Later, the reporter says:
Clauset’s method is unlikely to predict exactly where or when an attack might occur. Instead, he deals in probabilities that unfold over months, years and decades.
So which is it? Is he predicting or not?
If you read the full article, you'll find that Clauset is very modest about what his research could do so it is more of a journalistic flourish which gives the impression of something ground-breaking. Or put differently, he may be contributing to understanding patterns of occurrence at a high level of abstraction but he is not in any way focused on predicting the next attack.
***
This research has one fundamental limitation: it cannot be falsified. This is the same problem with macroeconomic forecasting or climate modeling; we only have one history (technically, one sample path). Any number of models, with sufficient complexity, can fit that history.

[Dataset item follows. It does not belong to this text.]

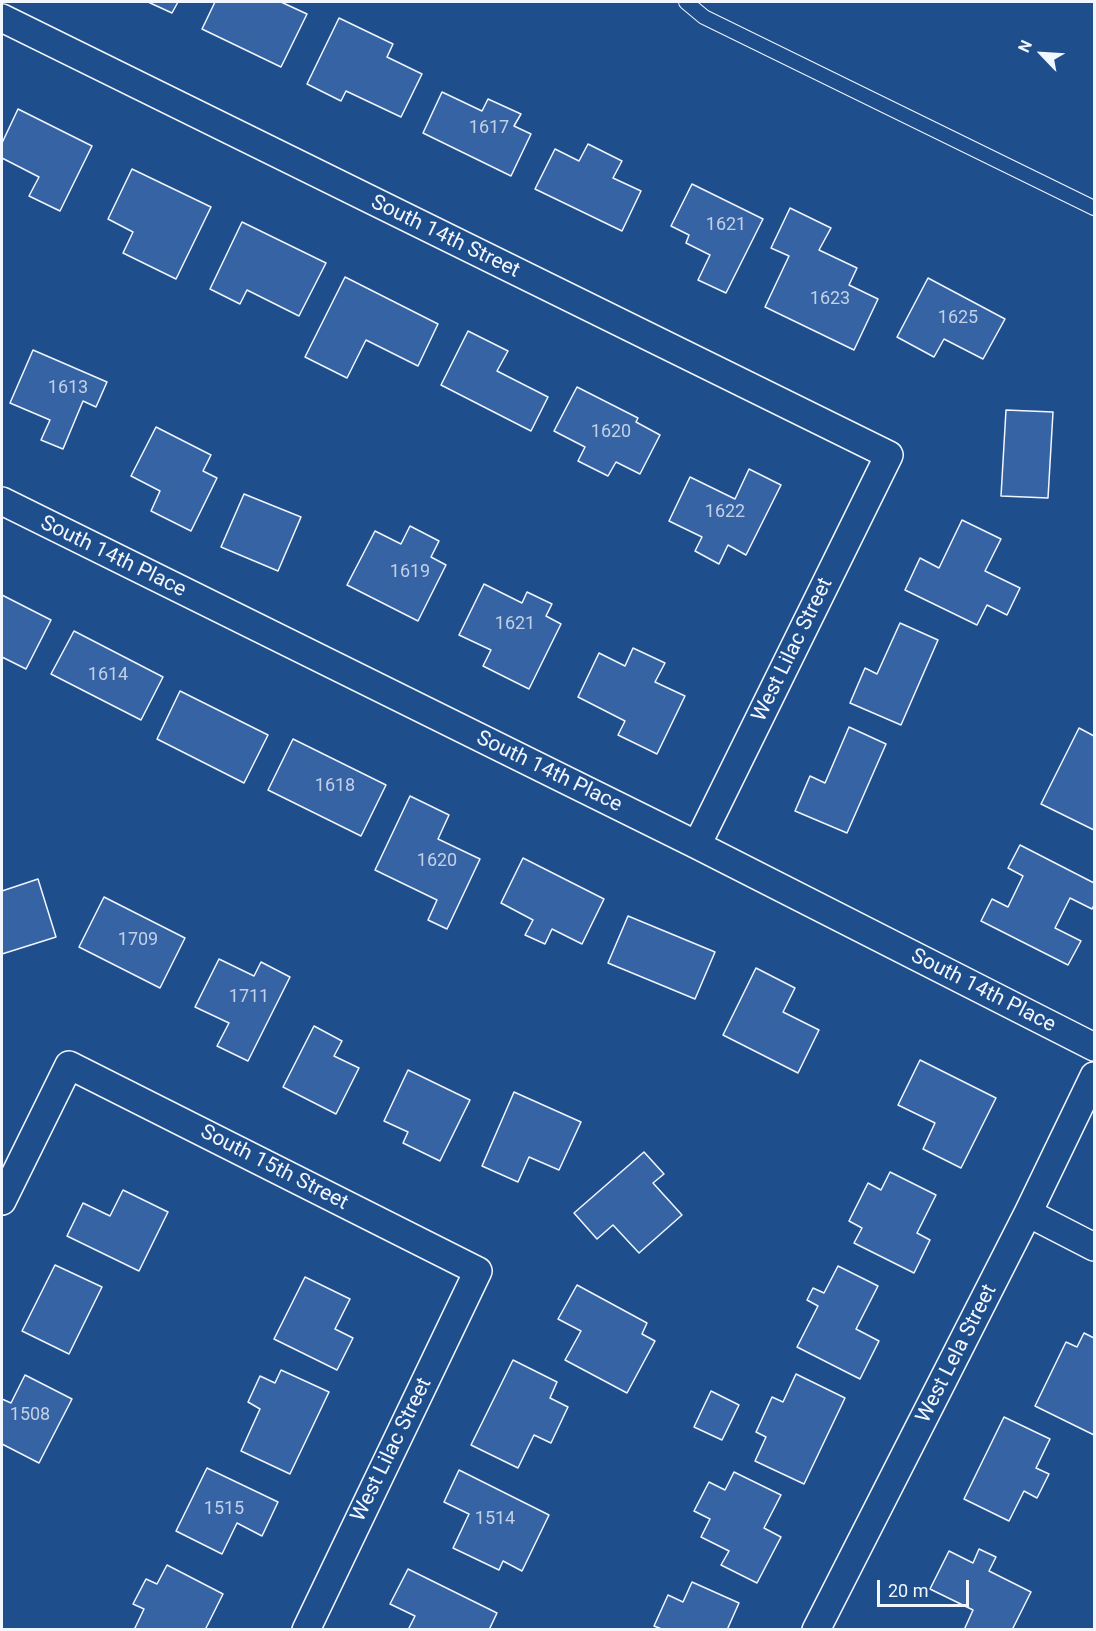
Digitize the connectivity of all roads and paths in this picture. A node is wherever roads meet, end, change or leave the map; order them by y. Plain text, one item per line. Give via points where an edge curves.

I think of these kinds of data mining exercises as essentially descriptive in nature. I have a problem with conflating them with "predictive modeling". The only way to assess predictive models is their predictive performance. It is very difficult to validate predictions of events that occur extremely rarely. Because of this, people in the terrorist prediction business get a free pass: how do you know whether they can predict the future or not?
It turns out that this researcher has already had to retract a "prediction":
In a 2005 draft of their paper, Clauset and his collaborators projected that another 9/11-magnitude attack would occur within seven years, a finding that sparked newspaper headlines (“Physicists Predict Next 9/11 In Seven Years”). Clauset now says there were too many uncertainties in the data to make such a specific prediction. “What we had said was, if the future is exactly like the past and the assumptions of the model are correct, this is what you would expect,” he says. “But that number I don’t trust.”
This failure is presented as a lesson learned. In fact, this is one of the first lessons of data mining, perhaps even the first lesson. And yet, we are asked to trust him. We are told he "has been invited to consult with the Department of Defense, the Department of Homeland Security and other government agencies."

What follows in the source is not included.